Researchers speculate that this decline is due to the lowering of risk factors of heart failure, modest improvements in blood pressure control, better use of evidence-based therapies, and a shift toward outpatient management of heart failure may have been contributing factors, the group suggested.
The main reason for the drop in hospitalizations was fewer unique patients hospitalized for heart failure, down from 2,014 per 100,000 in 1998 to 1,462 per 100,000 in 2008. More encouragingly, one-year mortality after heart failure hospitalization also dropped modestly by a relative 6.6 percent over the same period, from a risk-adjusted rate of 31.7 percent to 29.6 percent.
Chen and his team analyzed all heart failure hospitalizations nationally in a complete sample of Medicare fee-for-service claims from 1998 to 2008 and they found that all sex and race groups showed reductions in heart failure hospitalizations. But black men had the lowest rate of decline, with heart failure hospitalizations falling from 4,142 to 3,201 per 100,000 person-years over the study period. This improvement was a significant 19 percent less than other groups after adjusting for age.
The rates didn't fall evenly across states either. Heart failure hospitalization changes happened significantly slower than the national mean in three states: Connecticut, Rhode Island, and Wyoming. One-year mortality rates actually increased in five states: South Dakota, Arizona, Alaska, Louisiana, and Kentucky.
An accompanying editorial pointed to the results as a sign of hope, though with plenty of room for improvement. The “persistently” and “unacceptably” high one-year mortality rates suggested a need for immediate attention to heart failure post-discharge practices, wrote Dr. Mihai Gheorghiade of Northwestern University in Chicago and Dr. Eugene Braunwald of Brigham and Women's Hospital and Harvard in Boston.

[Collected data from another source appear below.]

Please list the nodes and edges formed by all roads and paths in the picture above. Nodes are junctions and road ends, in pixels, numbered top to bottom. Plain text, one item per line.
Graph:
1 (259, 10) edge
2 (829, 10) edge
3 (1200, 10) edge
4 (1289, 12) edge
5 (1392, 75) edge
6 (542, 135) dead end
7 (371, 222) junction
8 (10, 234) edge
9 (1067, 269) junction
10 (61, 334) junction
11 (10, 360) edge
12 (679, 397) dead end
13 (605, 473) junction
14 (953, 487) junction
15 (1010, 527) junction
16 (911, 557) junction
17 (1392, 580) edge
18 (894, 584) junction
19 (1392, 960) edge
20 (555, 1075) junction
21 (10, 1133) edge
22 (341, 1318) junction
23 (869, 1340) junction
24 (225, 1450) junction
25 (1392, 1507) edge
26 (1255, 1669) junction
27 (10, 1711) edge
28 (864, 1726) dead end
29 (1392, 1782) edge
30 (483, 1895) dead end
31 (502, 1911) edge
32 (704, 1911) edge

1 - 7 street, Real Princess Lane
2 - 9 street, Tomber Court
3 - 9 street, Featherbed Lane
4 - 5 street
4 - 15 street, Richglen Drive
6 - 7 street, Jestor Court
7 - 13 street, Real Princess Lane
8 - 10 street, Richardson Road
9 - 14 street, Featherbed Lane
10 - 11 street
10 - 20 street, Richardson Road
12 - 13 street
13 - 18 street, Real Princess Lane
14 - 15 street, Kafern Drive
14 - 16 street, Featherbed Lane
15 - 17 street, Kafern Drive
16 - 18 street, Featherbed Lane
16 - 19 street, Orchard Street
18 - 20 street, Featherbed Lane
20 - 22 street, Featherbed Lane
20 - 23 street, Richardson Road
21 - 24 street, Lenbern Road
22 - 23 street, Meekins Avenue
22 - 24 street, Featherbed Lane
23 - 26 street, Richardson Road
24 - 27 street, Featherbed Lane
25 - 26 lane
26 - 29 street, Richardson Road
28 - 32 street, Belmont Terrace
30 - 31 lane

They suggested using more aggressive treatment for subclinical congestion, taking a mechanistic approach to underlying cardiac abnormalities, boosting use of drugs like digoxin and mineralocorticoid antagonists and scheduling an early post-discharge visit.
“There is more work to be done,” agreed Dr. Ralph Brindis, immediate past-president of the American College of Cardiology, in a statement. While overall trends are on the right track, not all groups benefited equally, he noted. He added, “We must continue to work to understand the causes of these disparities in outcomes and continue to apply what we learn through research to improve care and prevention across the board.”
The researchers cautioned that the study could not determine causality for any of the findings. Other limitations were sole inclusion of a Medicare population, which may differ in heart failure hospitalization and mortality trends from a younger population with different insurance, and use of administrative codes not confirmed clinically.